ACTIVITY
Work out how many lines of the entries have the word "Kingston" in them. Respond with that number only.

(Stored data entries)
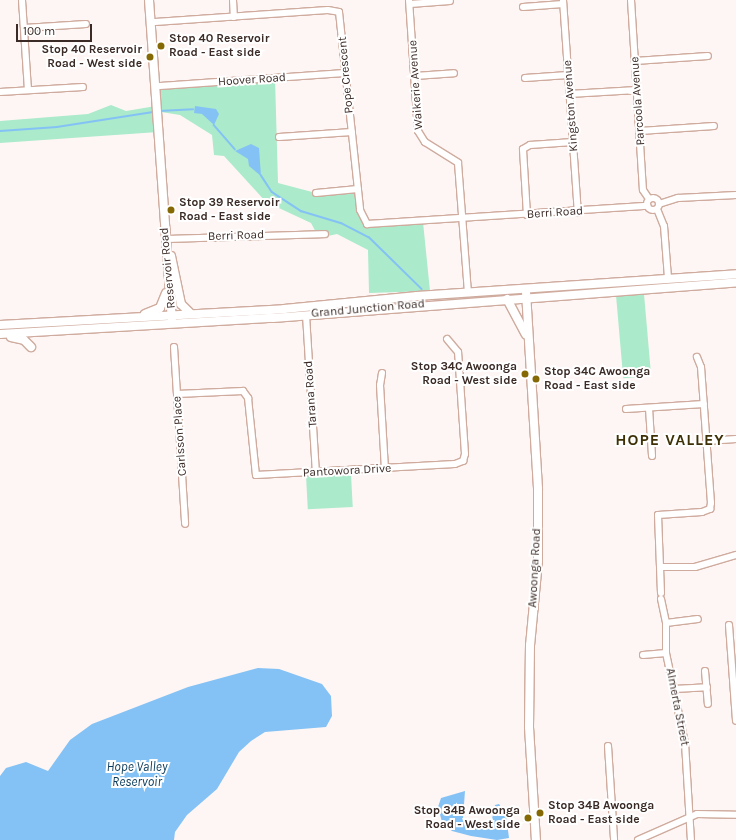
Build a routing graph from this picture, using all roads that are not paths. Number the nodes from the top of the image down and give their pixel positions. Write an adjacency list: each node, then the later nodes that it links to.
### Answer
1 (22, 0): 13 (street)
2 (149, 0): 11 (main road, Reservoir Road)
3 (154, 0): 11 (main road, Reservoir Road)
4 (234, 0): 10 (street)
5 (631, 0): 15 (street, Parcoola Avenue)
6 (450, 1): 7 (street)
7 (410, 2): 19 (street, Waikerie Avenue)
8 (563, 2): 9 (street); 18 (street, Kingston Avenue)
9 (523, 7)
10 (234, 17): 11 (street, Pope Crescent); 16 (street, Pope Crescent)
11 (153, 22): 21 (main road, Reservoir Road)
12 (86, 24): 13 (street)
13 (24, 28): 23 (street)
14 (708, 56): 15 (street)
15 (635, 60): 24 (street, Parcoola Avenue)
16 (345, 73): 21 (street, Hoover Road); 29 (street, Pope Crescent)
17 (454, 73): 19 (street)
18 (568, 75): 20 (street); 26 (street, Kingston Avenue)
19 (415, 76): 40 (street, Waikerie Avenue)
20 (525, 78)
21 (157, 86): 42 (main road, Reservoir Road)
22 (83, 87): 23 (street)
23 (28, 90): 25 (street)
24 (636, 90): 26 (street); 28 (street, Parcoola Avenue)
25 (0, 92)
26 (569, 94): 31 (street, Kingston Avenue)
27 (714, 126): 28 (street)
28 (640, 131): 35 (street, Parcoola Avenue)
29 (352, 132): 30 (street); 32 (street, Pope Crescent)
30 (279, 137)
31 (573, 142): 38 (street, Kingston Avenue); 39 (street)
32 (358, 189): 33 (street); 40 (street, Pope Crescent)
33 (316, 193)
34 (736, 194): 37 (street)
35 (649, 199): 36 (street); 37 (street)
36 (647, 206): 37 (street); 38 (street, Berri Road)
37 (658, 206): 45 (street)
38 (578, 212): 39 (street, Berri Road)
39 (527, 215): 40 (street, Berri Road)
40 (463, 220): 48 (street, Waikerie Avenue)
41 (326, 234): 42 (street, Berri Road)
42 (167, 239): 43 (main road, Reservoir Road); 47 (main road, Reservoir Road)
43 (171, 256): 53 (main road); 56 (main road, Reservoir Road)
44 (736, 274): 45 (main road, Grand Junction Road)
45 (668, 282): 46 (main road, Grand Junction Road); 49 (main road, Grand Junction Road)
46 (736, 282)
47 (168, 283): 55 (main road); 56 (main road, Reservoir Road)
48 (468, 293): 49 (main road, Grand Junction Road); 51 (main road, Grand Junction Road)
49 (526, 293): 50 (main road, Grand Junction Road); 61 (main road, Awoonga Road)
50 (507, 299): 54 (main road, Grand Junction Road); 61 (main road)
51 (317, 306): 52 (main road, Grand Junction Road); 54 (main road)
52 (284, 309): 53 (main road, Grand Junction Road); 54 (main road)
53 (191, 314): 56 (main road, Grand Junction Road)
54 (306, 315): 56 (main road, Grand Junction Road); 75 (street, Tarana Road)
55 (131, 318): 56 (main road, Grand Junction Road); 57 (main road, Grand Junction Road)
56 (172, 320): 59 (main road, Grand Junction Road)
57 (34, 323): 58 (main road, Grand Junction Road); 59 (main road)
58 (0, 326)
59 (35, 332): 60 (main road, Grand Junction Road)
60 (0, 335): 63 (main road)
61 (528, 338): 92 (main road, Awoonga Road)
62 (447, 339): 74 (street, Pantowora Drive)
63 (31, 347)
64 (174, 347): 67 (street, Carlsson Place)
65 (696, 357): 68 (street)
66 (382, 373): 74 (street)
67 (177, 394): 75 (street, Pantowora Drive); 76 (street, Carlsson Place)
68 (704, 404): 69 (street); 72 (street)
69 (649, 408): 70 (street); 73 (street)
70 (626, 409)
71 (736, 439): 72 (street)
72 (707, 441): 78 (street, Almerta Street)
73 (652, 456)
74 (385, 469): 75 (street, Pantowora Drive)
75 (316, 473)
76 (185, 524)
77 (736, 555): 78 (street)
78 (661, 568): 80 (street, Almerta Street)
79 (698, 619): 80 (street)
80 (666, 623): 82 (street, Almerta Street)
81 (729, 625): 88 (street)
82 (666, 653): 83 (street); 86 (street, Almerta Street)
83 (643, 655)
84 (705, 671): 85 (street)
85 (706, 687): 86 (street); 87 (street)
86 (674, 689): 91 (street, Almerta Street)
87 (708, 704)
88 (736, 722)
89 (608, 746): 93 (street)
90 (736, 815): 91 (street)
91 (689, 818): 94 (street); 95 (street, Almerta Street)
92 (536, 840)
93 (614, 840)
94 (638, 840)
95 (691, 840)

ANSWER FOR THE TASK
4